WHAT IS EXPECTED: Output the data below in full, byte for byte. Nothing may differ.

RECORDS PROVIDED:
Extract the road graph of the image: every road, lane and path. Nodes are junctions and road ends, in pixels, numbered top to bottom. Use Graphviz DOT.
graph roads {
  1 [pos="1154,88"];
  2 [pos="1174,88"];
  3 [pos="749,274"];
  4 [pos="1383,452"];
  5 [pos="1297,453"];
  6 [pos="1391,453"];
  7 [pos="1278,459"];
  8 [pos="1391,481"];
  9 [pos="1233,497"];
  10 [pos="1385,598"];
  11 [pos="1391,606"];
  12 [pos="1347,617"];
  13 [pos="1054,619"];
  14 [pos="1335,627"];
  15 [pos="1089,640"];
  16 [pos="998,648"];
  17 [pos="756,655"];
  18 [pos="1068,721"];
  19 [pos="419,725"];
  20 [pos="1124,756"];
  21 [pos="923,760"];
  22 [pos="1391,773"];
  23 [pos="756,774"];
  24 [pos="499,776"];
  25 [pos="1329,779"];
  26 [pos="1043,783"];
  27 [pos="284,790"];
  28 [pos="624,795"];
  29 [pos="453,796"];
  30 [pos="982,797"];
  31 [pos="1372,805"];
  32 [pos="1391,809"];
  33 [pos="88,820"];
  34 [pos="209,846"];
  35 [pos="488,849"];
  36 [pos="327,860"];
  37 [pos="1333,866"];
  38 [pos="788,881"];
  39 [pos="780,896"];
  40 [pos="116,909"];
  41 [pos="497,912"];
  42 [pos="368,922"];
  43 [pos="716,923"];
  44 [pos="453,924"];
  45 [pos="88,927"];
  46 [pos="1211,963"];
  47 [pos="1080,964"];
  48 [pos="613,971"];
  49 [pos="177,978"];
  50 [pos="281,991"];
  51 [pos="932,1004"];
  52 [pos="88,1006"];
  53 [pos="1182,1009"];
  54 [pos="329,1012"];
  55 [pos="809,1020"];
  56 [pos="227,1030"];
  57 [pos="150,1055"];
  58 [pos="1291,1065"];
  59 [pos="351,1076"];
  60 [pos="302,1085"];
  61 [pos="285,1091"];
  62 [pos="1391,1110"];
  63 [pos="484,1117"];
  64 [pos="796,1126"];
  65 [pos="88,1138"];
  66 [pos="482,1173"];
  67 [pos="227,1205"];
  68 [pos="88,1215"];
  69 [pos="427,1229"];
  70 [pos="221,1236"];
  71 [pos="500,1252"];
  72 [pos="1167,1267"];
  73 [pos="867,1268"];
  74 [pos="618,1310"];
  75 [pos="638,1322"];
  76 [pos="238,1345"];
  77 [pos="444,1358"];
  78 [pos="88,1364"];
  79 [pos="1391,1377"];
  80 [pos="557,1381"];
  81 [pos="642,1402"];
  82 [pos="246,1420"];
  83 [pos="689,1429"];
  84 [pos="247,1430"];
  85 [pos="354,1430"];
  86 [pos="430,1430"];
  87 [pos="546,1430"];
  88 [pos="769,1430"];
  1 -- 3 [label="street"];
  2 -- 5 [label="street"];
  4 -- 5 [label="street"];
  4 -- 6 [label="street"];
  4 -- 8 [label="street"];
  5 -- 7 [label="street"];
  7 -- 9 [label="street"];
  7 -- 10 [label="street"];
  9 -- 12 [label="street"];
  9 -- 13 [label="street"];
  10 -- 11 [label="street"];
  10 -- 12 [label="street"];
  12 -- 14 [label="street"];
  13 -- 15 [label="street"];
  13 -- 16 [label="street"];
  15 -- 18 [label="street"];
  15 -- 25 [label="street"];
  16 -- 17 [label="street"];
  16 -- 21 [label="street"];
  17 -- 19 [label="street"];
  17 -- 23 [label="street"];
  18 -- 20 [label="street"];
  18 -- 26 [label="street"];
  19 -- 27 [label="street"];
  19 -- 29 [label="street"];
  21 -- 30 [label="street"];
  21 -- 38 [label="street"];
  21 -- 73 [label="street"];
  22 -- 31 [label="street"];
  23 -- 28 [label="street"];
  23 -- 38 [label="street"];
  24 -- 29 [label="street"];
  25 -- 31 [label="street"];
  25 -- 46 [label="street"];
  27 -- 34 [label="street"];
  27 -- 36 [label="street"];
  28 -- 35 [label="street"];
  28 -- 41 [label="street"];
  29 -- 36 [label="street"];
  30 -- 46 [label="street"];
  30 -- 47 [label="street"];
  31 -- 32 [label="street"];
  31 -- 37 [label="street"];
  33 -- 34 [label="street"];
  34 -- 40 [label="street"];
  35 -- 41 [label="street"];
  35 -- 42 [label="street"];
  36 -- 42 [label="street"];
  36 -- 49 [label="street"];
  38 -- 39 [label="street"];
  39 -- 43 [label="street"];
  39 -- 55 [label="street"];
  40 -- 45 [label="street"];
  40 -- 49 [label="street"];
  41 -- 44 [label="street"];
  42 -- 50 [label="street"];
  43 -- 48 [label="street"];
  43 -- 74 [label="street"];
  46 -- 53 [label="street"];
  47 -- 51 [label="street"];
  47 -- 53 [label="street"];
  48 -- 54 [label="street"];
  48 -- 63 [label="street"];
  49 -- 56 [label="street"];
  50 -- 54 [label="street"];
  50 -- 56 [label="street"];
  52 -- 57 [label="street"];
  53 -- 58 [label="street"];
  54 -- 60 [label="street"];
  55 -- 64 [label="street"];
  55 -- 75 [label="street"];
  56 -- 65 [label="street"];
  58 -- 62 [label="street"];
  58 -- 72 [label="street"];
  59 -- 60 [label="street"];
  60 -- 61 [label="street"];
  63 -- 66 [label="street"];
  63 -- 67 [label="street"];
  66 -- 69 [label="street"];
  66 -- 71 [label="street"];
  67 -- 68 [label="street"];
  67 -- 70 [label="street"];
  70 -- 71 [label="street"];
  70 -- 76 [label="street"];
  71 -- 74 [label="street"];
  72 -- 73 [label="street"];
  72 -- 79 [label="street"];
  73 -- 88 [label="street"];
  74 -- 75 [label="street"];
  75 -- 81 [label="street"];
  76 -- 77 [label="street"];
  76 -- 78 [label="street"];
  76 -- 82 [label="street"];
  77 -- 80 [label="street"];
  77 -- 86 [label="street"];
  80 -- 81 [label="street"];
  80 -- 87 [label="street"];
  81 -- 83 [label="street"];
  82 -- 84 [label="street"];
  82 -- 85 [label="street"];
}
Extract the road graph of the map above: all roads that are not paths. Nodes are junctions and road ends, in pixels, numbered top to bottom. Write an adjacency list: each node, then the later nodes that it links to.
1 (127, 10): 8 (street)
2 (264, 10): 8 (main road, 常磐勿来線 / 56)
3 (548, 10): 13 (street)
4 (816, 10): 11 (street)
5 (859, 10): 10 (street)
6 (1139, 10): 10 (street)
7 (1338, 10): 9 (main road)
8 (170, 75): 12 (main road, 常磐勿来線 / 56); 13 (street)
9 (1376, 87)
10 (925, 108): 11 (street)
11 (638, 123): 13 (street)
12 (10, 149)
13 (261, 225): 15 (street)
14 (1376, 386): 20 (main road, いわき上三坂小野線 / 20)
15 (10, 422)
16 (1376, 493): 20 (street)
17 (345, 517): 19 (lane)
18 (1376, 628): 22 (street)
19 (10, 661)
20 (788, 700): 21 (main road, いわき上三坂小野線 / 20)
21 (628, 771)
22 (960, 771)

EXERCISE RESULT:
Extract the road graph of the image: every road, lane and path. Nodes are junctions and road ends, in pixels, numbered top to bottom. Use Graphviz DOT.
graph roads {
  1 [pos="1154,88"];
  2 [pos="1174,88"];
  3 [pos="749,274"];
  4 [pos="1383,452"];
  5 [pos="1297,453"];
  6 [pos="1391,453"];
  7 [pos="1278,459"];
  8 [pos="1391,481"];
  9 [pos="1233,497"];
  10 [pos="1385,598"];
  11 [pos="1391,606"];
  12 [pos="1347,617"];
  13 [pos="1054,619"];
  14 [pos="1335,627"];
  15 [pos="1089,640"];
  16 [pos="998,648"];
  17 [pos="756,655"];
  18 [pos="1068,721"];
  19 [pos="419,725"];
  20 [pos="1124,756"];
  21 [pos="923,760"];
  22 [pos="1391,773"];
  23 [pos="756,774"];
  24 [pos="499,776"];
  25 [pos="1329,779"];
  26 [pos="1043,783"];
  27 [pos="284,790"];
  28 [pos="624,795"];
  29 [pos="453,796"];
  30 [pos="982,797"];
  31 [pos="1372,805"];
  32 [pos="1391,809"];
  33 [pos="88,820"];
  34 [pos="209,846"];
  35 [pos="488,849"];
  36 [pos="327,860"];
  37 [pos="1333,866"];
  38 [pos="788,881"];
  39 [pos="780,896"];
  40 [pos="116,909"];
  41 [pos="497,912"];
  42 [pos="368,922"];
  43 [pos="716,923"];
  44 [pos="453,924"];
  45 [pos="88,927"];
  46 [pos="1211,963"];
  47 [pos="1080,964"];
  48 [pos="613,971"];
  49 [pos="177,978"];
  50 [pos="281,991"];
  51 [pos="932,1004"];
  52 [pos="88,1006"];
  53 [pos="1182,1009"];
  54 [pos="329,1012"];
  55 [pos="809,1020"];
  56 [pos="227,1030"];
  57 [pos="150,1055"];
  58 [pos="1291,1065"];
  59 [pos="351,1076"];
  60 [pos="302,1085"];
  61 [pos="285,1091"];
  62 [pos="1391,1110"];
  63 [pos="484,1117"];
  64 [pos="796,1126"];
  65 [pos="88,1138"];
  66 [pos="482,1173"];
  67 [pos="227,1205"];
  68 [pos="88,1215"];
  69 [pos="427,1229"];
  70 [pos="221,1236"];
  71 [pos="500,1252"];
  72 [pos="1167,1267"];
  73 [pos="867,1268"];
  74 [pos="618,1310"];
  75 [pos="638,1322"];
  76 [pos="238,1345"];
  77 [pos="444,1358"];
  78 [pos="88,1364"];
  79 [pos="1391,1377"];
  80 [pos="557,1381"];
  81 [pos="642,1402"];
  82 [pos="246,1420"];
  83 [pos="689,1429"];
  84 [pos="247,1430"];
  85 [pos="354,1430"];
  86 [pos="430,1430"];
  87 [pos="546,1430"];
  88 [pos="769,1430"];
  1 -- 3 [label="street"];
  2 -- 5 [label="street"];
  4 -- 5 [label="street"];
  4 -- 6 [label="street"];
  4 -- 8 [label="street"];
  5 -- 7 [label="street"];
  7 -- 9 [label="street"];
  7 -- 10 [label="street"];
  9 -- 12 [label="street"];
  9 -- 13 [label="street"];
  10 -- 11 [label="street"];
  10 -- 12 [label="street"];
  12 -- 14 [label="street"];
  13 -- 15 [label="street"];
  13 -- 16 [label="street"];
  15 -- 18 [label="street"];
  15 -- 25 [label="street"];
  16 -- 17 [label="street"];
  16 -- 21 [label="street"];
  17 -- 19 [label="street"];
  17 -- 23 [label="street"];
  18 -- 20 [label="street"];
  18 -- 26 [label="street"];
  19 -- 27 [label="street"];
  19 -- 29 [label="street"];
  21 -- 30 [label="street"];
  21 -- 38 [label="street"];
  21 -- 73 [label="street"];
  22 -- 31 [label="street"];
  23 -- 28 [label="street"];
  23 -- 38 [label="street"];
  24 -- 29 [label="street"];
  25 -- 31 [label="street"];
  25 -- 46 [label="street"];
  27 -- 34 [label="street"];
  27 -- 36 [label="street"];
  28 -- 35 [label="street"];
  28 -- 41 [label="street"];
  29 -- 36 [label="street"];
  30 -- 46 [label="street"];
  30 -- 47 [label="street"];
  31 -- 32 [label="street"];
  31 -- 37 [label="street"];
  33 -- 34 [label="street"];
  34 -- 40 [label="street"];
  35 -- 41 [label="street"];
  35 -- 42 [label="street"];
  36 -- 42 [label="street"];
  36 -- 49 [label="street"];
  38 -- 39 [label="street"];
  39 -- 43 [label="street"];
  39 -- 55 [label="street"];
  40 -- 45 [label="street"];
  40 -- 49 [label="street"];
  41 -- 44 [label="street"];
  42 -- 50 [label="street"];
  43 -- 48 [label="street"];
  43 -- 74 [label="street"];
  46 -- 53 [label="street"];
  47 -- 51 [label="street"];
  47 -- 53 [label="street"];
  48 -- 54 [label="street"];
  48 -- 63 [label="street"];
  49 -- 56 [label="street"];
  50 -- 54 [label="street"];
  50 -- 56 [label="street"];
  52 -- 57 [label="street"];
  53 -- 58 [label="street"];
  54 -- 60 [label="street"];
  55 -- 64 [label="street"];
  55 -- 75 [label="street"];
  56 -- 65 [label="street"];
  58 -- 62 [label="street"];
  58 -- 72 [label="street"];
  59 -- 60 [label="street"];
  60 -- 61 [label="street"];
  63 -- 66 [label="street"];
  63 -- 67 [label="street"];
  66 -- 69 [label="street"];
  66 -- 71 [label="street"];
  67 -- 68 [label="street"];
  67 -- 70 [label="street"];
  70 -- 71 [label="street"];
  70 -- 76 [label="street"];
  71 -- 74 [label="street"];
  72 -- 73 [label="street"];
  72 -- 79 [label="street"];
  73 -- 88 [label="street"];
  74 -- 75 [label="street"];
  75 -- 81 [label="street"];
  76 -- 77 [label="street"];
  76 -- 78 [label="street"];
  76 -- 82 [label="street"];
  77 -- 80 [label="street"];
  77 -- 86 [label="street"];
  80 -- 81 [label="street"];
  80 -- 87 [label="street"];
  81 -- 83 [label="street"];
  82 -- 84 [label="street"];
  82 -- 85 [label="street"];
}
Extract the road graph of the map above: all roads that are not paths. Nodes are junctions and road ends, in pixels, numbered top to bottom. Write an adjacency list: each node, then the later nodes that it links to.
1 (127, 10): 8 (street)
2 (264, 10): 8 (main road, 常磐勿来線 / 56)
3 (548, 10): 13 (street)
4 (816, 10): 11 (street)
5 (859, 10): 10 (street)
6 (1139, 10): 10 (street)
7 (1338, 10): 9 (main road)
8 (170, 75): 12 (main road, 常磐勿来線 / 56); 13 (street)
9 (1376, 87)
10 (925, 108): 11 (street)
11 (638, 123): 13 (street)
12 (10, 149)
13 (261, 225): 15 (street)
14 (1376, 386): 20 (main road, いわき上三坂小野線 / 20)
15 (10, 422)
16 (1376, 493): 20 (street)
17 (345, 517): 19 (lane)
18 (1376, 628): 22 (street)
19 (10, 661)
20 (788, 700): 21 (main road, いわき上三坂小野線 / 20)
21 (628, 771)
22 (960, 771)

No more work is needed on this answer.